An important genetic distinction is that unlike ROR2-driven ARRS, ROR2 mutations that cause BDB1 are autosomal dominant in nature. In addition, the types and locations of BDB1 and ARRS ROR2 mutations also differ. As mentioned previously, ARRS ROR2 mutations are scattered throughout the protein and represent many diverse mutation types. In contrast, BDB1 mutations are typically nonsense or frameshift mutations that cluster immediately before or after the intracellular TK domain, truncating the C-terminus to varying degrees (Figure 4B).
The most thorough comparison of BDB1-ROR2 and ARRS-ROR2 variants was done by Schwarzer and colleagues (Schwarzer et al., 2009), who proposed that the amount of ROR2 present at the cell membrane ultimately determines the phenotypic outcome. The authors demonstrated that ARRS-ROR2 variants (ROR2Q520X, N620K, and W720X) act in a loss-of-function manner due to protein folding issues that lead to their retention in the ER, findings which are consistent with previous reports (Ali et al., 2007; Chen et al., 2005). In contrast, BDB1-ROR2 variants (ROR2W749X, Q467fsX57, and R441fsX15) reach the cell membrane, where they exert a dominant, gain-of-function effect on downstream signaling. In cases where ARRS or BDB1 patients display intermediate phenotypes, variants such as ROR2R441X and ROR2R441fsX15 can be observed both at the cell membrane and in the ER. Collectively, these observations suggest that too much ROR2 being trapped in the ER results in ARRS, essentially acting as a loss-of-function and tipping the scale towards ARRS, while sufficient amounts of mutated ROR2 reaching the membrane results in dominant, deleterious effects on downstream signaling resulting in BDB1 (Schwarzer et al., 2009).
DISHEVELLEDS
While early studies largely attributed RS to mutations in WNT5A and ROR2, several recent studies have identified mutations in all members of the DVL family of scaffold proteins, which drive signal transduction in multiple WNT signaling pathways. Each of the three family members – DVL1, DVL2, and DVL3 – possesses three key modular domains: DIX, PDZ, and DEP (Figure 4C). The DIX and DEP domains are considered essential for interactions with effector proteins specific to canonical and non-canonical WNT signaling, respectively, whereas the PDZ domain is used in multiple modes of signaling (Axelrod et al., 1998; Boutros et al., 1998; Gentzel and Schambony, 2017; Sokol, 1996; Tauriello et al., 2012). While the regions connecting these modular domains tend to be more variable (Gentzel and Schambony, 2017), the C-terminal 30 amino acids, termed “extreme C-terminus”, are highly conserved across each paralog as well as across species, and they comprise a PDZ domain-binding motif (Lee et al., 2015; Qi et al., 2017).

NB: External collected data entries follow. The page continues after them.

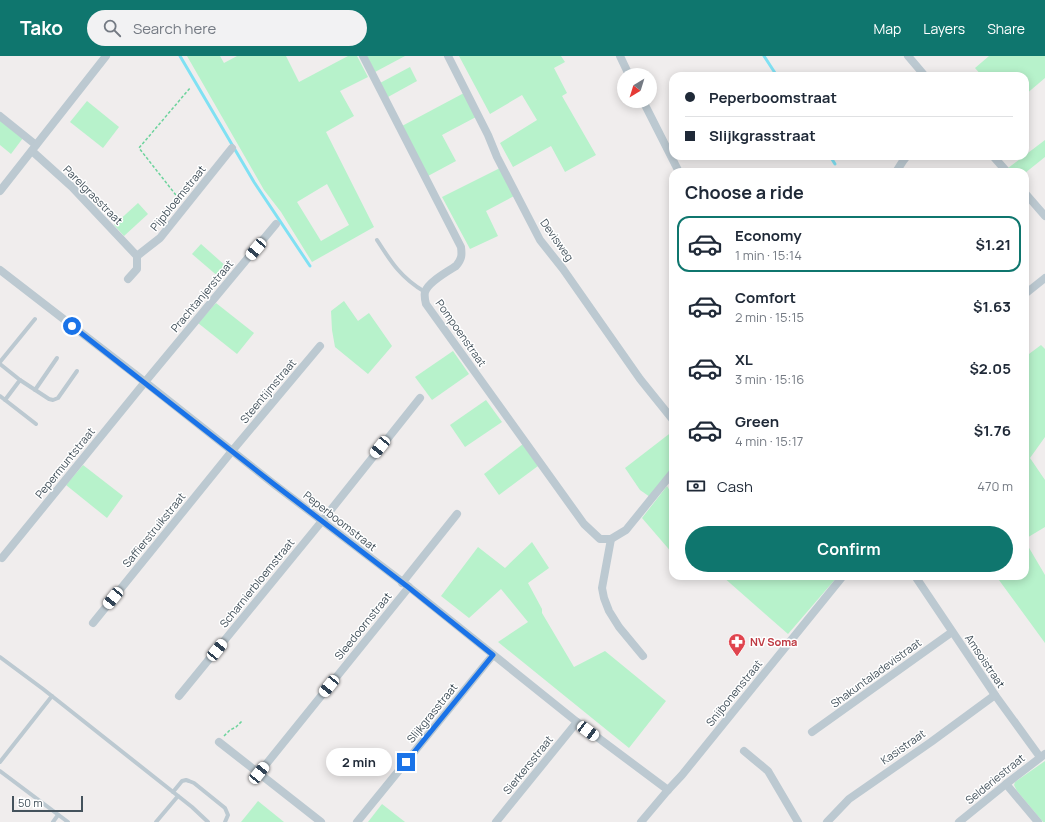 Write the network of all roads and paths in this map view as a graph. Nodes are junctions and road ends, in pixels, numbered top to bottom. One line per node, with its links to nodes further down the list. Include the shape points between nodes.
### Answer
1 (106, 56): 11 (street)
2 (363, 56): 27 (street, Pompoenstraat, via 461,247 460,262 428,286)
3 (448, 56): 39 (street, Devisweg, via 540,240)
4 (620, 56): 6 (street)
5 (908, 56): 7 (street)
6 (626, 68)
7 (922, 72)
8 (190, 88): 18 (path, via 139,148)
9 (647, 108): 13 (street)
10 (0, 116): 11 (street, Parelgrasstraat)
11 (34, 148): 16 (street); 22 (street, Parelgrasstraat)
12 (232, 148): 18 (street, Pijpbloemstraat)
13 (669, 152)
14 (996, 160): 15 (street)
15 (1004, 168)
16 (0, 191)
17 (1029, 198): 19 (street)
18 (185, 207): 22 (street, Pijpbloemstraat, via 160,238)
19 (1045, 216)
20 (276, 224): 34 (street, Prachtanjerstraat)
21 (377, 240): 27 (lane, via 400,273)
22 (137, 256): 25 (street, via 137,269)
23 (0, 270): 34 (street, Peperboomstraat)
24 (1045, 278): 26 (street)
25 (128, 279)
26 (1029, 291)
27 (425, 292): 45 (street, Pompoenstraat, via 426,304 584,524 600,538)
28 (35, 319): 31 (lane)
29 (320, 346): 41 (street, Steentijmstraat)
30 (57, 358): 35 (lane)
31 (0, 363): 33 (lane)
32 (77, 371): 35 (lane, via 58,398 49,399)
33 (20, 380): 35 (lane); 38 (lane)
34 (145, 382): 41 (street, Peperboomstraat); 46 (street, Pepermuntstraat)
35 (35, 390)
36 (0, 396): 38 (lane)
37 (420, 398): 44 (street, Scharnierbloemstraat)
38 (5, 400): 40 (lane)
39 (669, 415)
40 (36, 424)
41 (232, 451): 44 (street, Peperboomstraat); 50 (street, Saffierstruikstraat)
42 (669, 477): 45 (street, via 626,530)
43 (457, 514): 49 (street, Sleedoornstraat)
44 (322, 521): 49 (street, Peperboomstraat); 57 (street, Scharnierbloemstraat)
45 (611, 540): 53 (street, via 602,588 604,598 619,627)
46 (2, 558)
47 (840, 580): 68 (street, Snijbonenstraat)
48 (918, 580): 51 (street, Amsoistraat)
49 (405, 585): 52 (street, Peperboomstraat); 66 (street, Sleedoornstraat)
50 (93, 622)
51 (952, 632): 55 (street, Amsoistraat); 60 (street, Shakuntaladevistraat)
52 (493, 655): 59 (street, Peperboomstraat); 78 (street, Slijkgrasstraat)
53 (643, 656)
54 (0, 657): 56 (lane)
55 (995, 695): 63 (street, Amsoistraat); 82 (street, Kasistraat, via 849,799)
56 (52, 696): 64 (lane); 69 (lane)
57 (179, 696)
58 (242, 720): 61 (path, via 226,733)
59 (577, 722): 68 (street, Peperboomstraat); 79 (street, Sierkersstraat)
60 (812, 732)
61 (220, 742): 66 (street)
62 (744, 751): 81 (street, via 768,771)
63 (1043, 756): 67 (street, Selderiestraat)
64 (0, 762)
65 (0, 772): 71 (lane)
66 (259, 773): 77 (street)
67 (1006, 784): 83 (street, Selderiestraat); 84 (street)
68 (668, 790): 80 (street, Snijbonenstraat)
69 (172, 792): 70 (lane); 76 (lane, via 182,780 194,783 225,808 228,815)
70 (178, 796): 74 (lane); 75 (lane)
71 (58, 815): 72 (lane); 73 (lane)
72 (53, 822)
73 (68, 822)
74 (156, 822)
75 (208, 822)
76 (225, 822)
77 (321, 822)
78 (358, 822)
79 (496, 822)
80 (641, 822)
81 (798, 822)
82 (827, 822)
83 (959, 822)
84 (1038, 822)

Mutations in all three DVL family members have been found in RS patients. Remarkably, in almost all cases, these mutations are heterozygous −1 frameshifts located in the penultimate or ultimate exon of the corresponding DVL genes that result in the generation of a novel sequence in this extreme C-terminus, while leaving the more N-terminal DIX, DEP and PDZ domains intact (Figure 4C) (Bunn et al., 2015; White et al., 2015; White et al., 2018; Zhang et al., 2022; Zhang et al., 2021). Even the bulldog DVL2 mutation shares this same molecular signature, with a −1 frameshift in the penultimate exon resulting in a novel C-terminus (Mansour et al., 2018).
Although the mechanisms governing DVL-driven RS are still only partially understood, existing data suggest that neither mRNA nor protein instability contribute to the ADRS phenotype (Bunn et al., 2015; Mansour et al., 2018; White et al., 2015; White et al., 2016). These findings, together with the dominant inheritance pattern of the mutations, suggest that a dominant interfering effect may be affecting other wild-type DVL family members or other pathway components, rather than a simple loss-of-function mechanism. This concept is further supported by the observations that Dvl1 and Dvl3 single null mutant mice lack RS-like phenotypes (Etheridge et al., 2008; Hamblet et al., 2002; Lijam et al., 1997), suggesting a more complex pathogenic mechanism.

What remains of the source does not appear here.